• [TASK BRIEF]: Drop every picture, then repeat the records exactly.

• [MATERIAL SHOWN]:

########################################

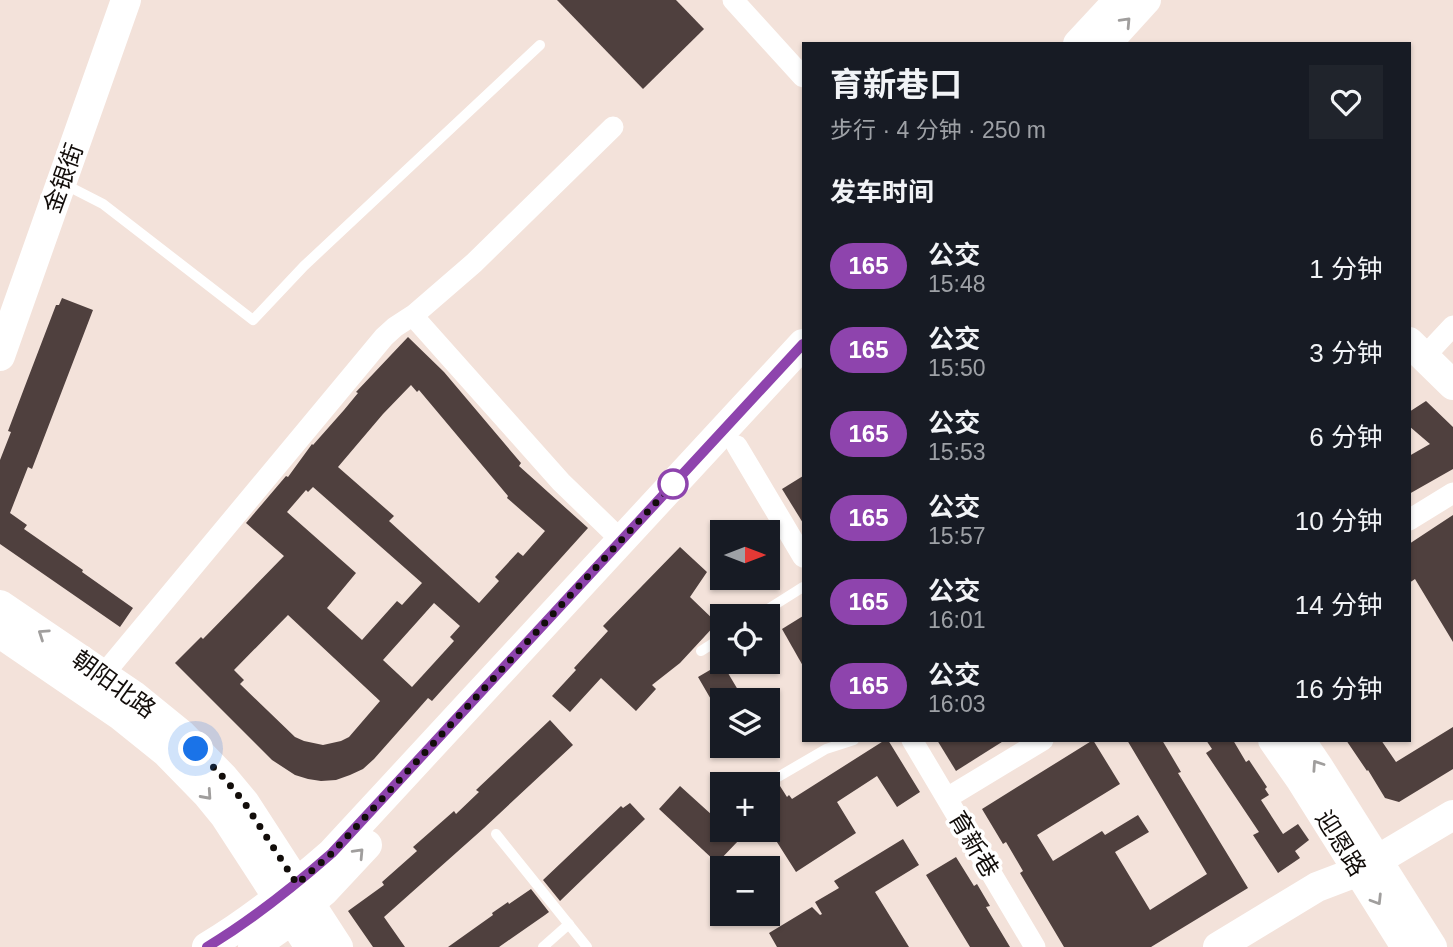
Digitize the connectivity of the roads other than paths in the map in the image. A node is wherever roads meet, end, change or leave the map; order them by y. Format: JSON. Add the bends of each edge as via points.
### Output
{"nodes":[{"id":1,"x":127,"y":0,"type":"edge"},
{"id":2,"x":733,"y":0,"type":"edge"},
{"id":3,"x":1118,"y":0,"type":"edge"},
{"id":4,"x":1146,"y":0,"type":"edge"},
{"id":5,"x":1080,"y":42,"type":"edge"},
{"id":6,"x":1108,"y":42,"type":"edge"},
{"id":7,"x":540,"y":45,"type":"dead end"},
{"id":8,"x":802,"y":77,"type":"edge"},
{"id":9,"x":613,"y":127,"type":"dead end"},
{"id":10,"x":62,"y":182,"type":"junction"},
{"id":11,"x":413,"y":316,"type":"junction"},
{"id":12,"x":1453,"y":326,"type":"edge"},
{"id":13,"x":802,"y":345,"type":"edge"},
{"id":14,"x":1416,"y":350,"type":"edge"},
{"id":15,"x":0,"y":356,"type":"edge"},
{"id":16,"x":802,"y":374,"type":"edge"},
{"id":17,"x":1453,"y":385,"type":"edge"},
{"id":18,"x":737,"y":446,"type":"junction"},
{"id":19,"x":1453,"y":493,"type":"edge"},
{"id":20,"x":1411,"y":519,"type":"edge"},
{"id":21,"x":621,"y":540,"type":"junction"},
{"id":22,"x":802,"y":555,"type":"edge"},
{"id":23,"x":802,"y":588,"type":"edge"},
{"id":24,"x":776,"y":604,"type":"edge"},
{"id":25,"x":0,"y":605,"type":"edge"},
{"id":26,"x":0,"y":633,"type":"edge"},
{"id":27,"x":710,"y":645,"type":"edge"},
{"id":28,"x":701,"y":651,"type":"dead end"},
{"id":29,"x":103,"y":675,"type":"junction"},
{"id":30,"x":849,"y":742,"type":"edge"},
{"id":31,"x":913,"y":742,"type":"edge"},
{"id":32,"x":1041,"y":742,"type":"edge"},
{"id":33,"x":1274,"y":742,"type":"edge"},
{"id":34,"x":1301,"y":742,"type":"edge"},
{"id":35,"x":780,"y":776,"type":"edge"},
{"id":36,"x":947,"y":798,"type":"junction"},
{"id":37,"x":1453,"y":815,"type":"edge"},
{"id":38,"x":496,"y":834,"type":"dead end"},
{"id":39,"x":1368,"y":866,"type":"junction"},
{"id":40,"x":294,"y":901,"type":"junction"},
{"id":41,"x":569,"y":924,"type":"junction"},
{"id":42,"x":207,"y":947,"type":"edge"},
{"id":43,"x":253,"y":947,"type":"edge"},
{"id":44,"x":310,"y":947,"type":"edge"},
{"id":45,"x":338,"y":947,"type":"edge"},
{"id":46,"x":543,"y":947,"type":"edge"},
{"id":47,"x":587,"y":947,"type":"edge"},
{"id":48,"x":1035,"y":947,"type":"edge"},
{"id":49,"x":1218,"y":947,"type":"edge"},
{"id":50,"x":1252,"y":947,"type":"edge"},
{"id":51,"x":1406,"y":947,"type":"edge"},
{"id":52,"x":1432,"y":947,"type":"edge"}],
"edges":[{"from":1,"to":10,"type":"main road","name":"金银街"},
{"from":2,"to":8,"type":"street"},
{"from":3,"to":5,"type":"main road"},
{"from":6,"to":4,"type":"main road","one_way":true},
{"from":7,"to":10,"type":"lane","via":[[304,266],[253,320],[103,204]]},
{"from":9,"to":11,"type":"street"},
{"from":10,"to":15,"type":"main road","name":"金银街"},
{"from":11,"to":21,"type":"street","via":[[561,482]]},
{"from":11,"to":29,"type":"street","via":[[384,337]]},
{"from":12,"to":14,"type":"street"},
{"from":13,"to":21,"type":"main road"},
{"from":14,"to":17,"type":"main road"},
{"from":16,"to":18,"type":"main road"},
{"from":18,"to":22,"type":"street"},
{"from":40,"to":18,"type":"main road","one_way":true,"via":[[324,891]]},
{"from":19,"to":20,"type":"street"},
{"from":21,"to":40,"type":"main road","via":[[332,853]]},
{"from":23,"to":24,"type":"lane"},
{"from":29,"to":25,"type":"main road","name":"朝阳北路","one_way":true},
{"from":26,"to":40,"type":"main road","name":"朝阳北路","one_way":true,"via":[[121,715],[166,752],[207,794]]},
{"from":27,"to":28,"type":"lane"},
{"from":29,"to":40,"type":"main road","name":"朝阳北路","via":[[182,735],[224,778],[244,802]]},
{"from":30,"to":35,"type":"lane","via":[[826,749]]},
{"from":31,"to":36,"type":"street","name":"育新巷"},
{"from":32,"to":36,"type":"street"},
{"from":33,"to":39,"type":"main road","name":"迎恩路"},
{"from":39,"to":34,"type":"main road","name":"迎恩路","one_way":true},
{"from":36,"to":48,"type":"street","name":"育新巷"},
{"from":37,"to":39,"type":"main road"},
{"from":38,"to":41,"type":"lane"},
{"from":39,"to":49,"type":"main road","via":[[1317,887]]},
{"from":39,"to":50,"type":"main road","via":[[1326,902]]},
{"from":39,"to":51,"type":"main road","name":"迎恩路","one_way":true},
{"from":39,"to":52,"type":"main road","name":"迎恩路"},
{"from":40,"to":42,"type":"main road","via":[[258,915]]},
{"from":40,"to":43,"type":"main road"},
{"from":40,"to":44,"type":"main road","name":"朝阳北路"},
{"from":40,"to":45,"type":"main road","name":"朝阳北路"},
{"from":41,"to":46,"type":"lane"},
{"from":41,"to":47,"type":"lane"}]}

########################################

• [RESPONSE AREA]:
Digitize the connectivity of the roads other than paths in the map in the image. A node is wherever roads meet, end, change or leave the map; order them by y. Format: JSON. Add the bends of each edge as via points.
### Output
{"nodes":[{"id":1,"x":127,"y":0,"type":"edge"},
{"id":2,"x":733,"y":0,"type":"edge"},
{"id":3,"x":1118,"y":0,"type":"edge"},
{"id":4,"x":1146,"y":0,"type":"edge"},
{"id":5,"x":1080,"y":42,"type":"edge"},
{"id":6,"x":1108,"y":42,"type":"edge"},
{"id":7,"x":540,"y":45,"type":"dead end"},
{"id":8,"x":802,"y":77,"type":"edge"},
{"id":9,"x":613,"y":127,"type":"dead end"},
{"id":10,"x":62,"y":182,"type":"junction"},
{"id":11,"x":413,"y":316,"type":"junction"},
{"id":12,"x":1453,"y":326,"type":"edge"},
{"id":13,"x":802,"y":345,"type":"edge"},
{"id":14,"x":1416,"y":350,"type":"edge"},
{"id":15,"x":0,"y":356,"type":"edge"},
{"id":16,"x":802,"y":374,"type":"edge"},
{"id":17,"x":1453,"y":385,"type":"edge"},
{"id":18,"x":737,"y":446,"type":"junction"},
{"id":19,"x":1453,"y":493,"type":"edge"},
{"id":20,"x":1411,"y":519,"type":"edge"},
{"id":21,"x":621,"y":540,"type":"junction"},
{"id":22,"x":802,"y":555,"type":"edge"},
{"id":23,"x":802,"y":588,"type":"edge"},
{"id":24,"x":776,"y":604,"type":"edge"},
{"id":25,"x":0,"y":605,"type":"edge"},
{"id":26,"x":0,"y":633,"type":"edge"},
{"id":27,"x":710,"y":645,"type":"edge"},
{"id":28,"x":701,"y":651,"type":"dead end"},
{"id":29,"x":103,"y":675,"type":"junction"},
{"id":30,"x":849,"y":742,"type":"edge"},
{"id":31,"x":913,"y":742,"type":"edge"},
{"id":32,"x":1041,"y":742,"type":"edge"},
{"id":33,"x":1274,"y":742,"type":"edge"},
{"id":34,"x":1301,"y":742,"type":"edge"},
{"id":35,"x":780,"y":776,"type":"edge"},
{"id":36,"x":947,"y":798,"type":"junction"},
{"id":37,"x":1453,"y":815,"type":"edge"},
{"id":38,"x":496,"y":834,"type":"dead end"},
{"id":39,"x":1368,"y":866,"type":"junction"},
{"id":40,"x":294,"y":901,"type":"junction"},
{"id":41,"x":569,"y":924,"type":"junction"},
{"id":42,"x":207,"y":947,"type":"edge"},
{"id":43,"x":253,"y":947,"type":"edge"},
{"id":44,"x":310,"y":947,"type":"edge"},
{"id":45,"x":338,"y":947,"type":"edge"},
{"id":46,"x":543,"y":947,"type":"edge"},
{"id":47,"x":587,"y":947,"type":"edge"},
{"id":48,"x":1035,"y":947,"type":"edge"},
{"id":49,"x":1218,"y":947,"type":"edge"},
{"id":50,"x":1252,"y":947,"type":"edge"},
{"id":51,"x":1406,"y":947,"type":"edge"},
{"id":52,"x":1432,"y":947,"type":"edge"}],
"edges":[{"from":1,"to":10,"type":"main road","name":"金银街"},
{"from":2,"to":8,"type":"street"},
{"from":3,"to":5,"type":"main road"},
{"from":6,"to":4,"type":"main road","one_way":true},
{"from":7,"to":10,"type":"lane","via":[[304,266],[253,320],[103,204]]},
{"from":9,"to":11,"type":"street"},
{"from":10,"to":15,"type":"main road","name":"金银街"},
{"from":11,"to":21,"type":"street","via":[[561,482]]},
{"from":11,"to":29,"type":"street","via":[[384,337]]},
{"from":12,"to":14,"type":"street"},
{"from":13,"to":21,"type":"main road"},
{"from":14,"to":17,"type":"main road"},
{"from":16,"to":18,"type":"main road"},
{"from":18,"to":22,"type":"street"},
{"from":40,"to":18,"type":"main road","one_way":true,"via":[[324,891]]},
{"from":19,"to":20,"type":"street"},
{"from":21,"to":40,"type":"main road","via":[[332,853]]},
{"from":23,"to":24,"type":"lane"},
{"from":29,"to":25,"type":"main road","name":"朝阳北路","one_way":true},
{"from":26,"to":40,"type":"main road","name":"朝阳北路","one_way":true,"via":[[121,715],[166,752],[207,794]]},
{"from":27,"to":28,"type":"lane"},
{"from":29,"to":40,"type":"main road","name":"朝阳北路","via":[[182,735],[224,778],[244,802]]},
{"from":30,"to":35,"type":"lane","via":[[826,749]]},
{"from":31,"to":36,"type":"street","name":"育新巷"},
{"from":32,"to":36,"type":"street"},
{"from":33,"to":39,"type":"main road","name":"迎恩路"},
{"from":39,"to":34,"type":"main road","name":"迎恩路","one_way":true},
{"from":36,"to":48,"type":"street","name":"育新巷"},
{"from":37,"to":39,"type":"main road"},
{"from":38,"to":41,"type":"lane"},
{"from":39,"to":49,"type":"main road","via":[[1317,887]]},
{"from":39,"to":50,"type":"main road","via":[[1326,902]]},
{"from":39,"to":51,"type":"main road","name":"迎恩路","one_way":true},
{"from":39,"to":52,"type":"main road","name":"迎恩路"},
{"from":40,"to":42,"type":"main road","via":[[258,915]]},
{"from":40,"to":43,"type":"main road"},
{"from":40,"to":44,"type":"main road","name":"朝阳北路"},
{"from":40,"to":45,"type":"main road","name":"朝阳北路"},
{"from":41,"to":46,"type":"lane"},
{"from":41,"to":47,"type":"lane"}]}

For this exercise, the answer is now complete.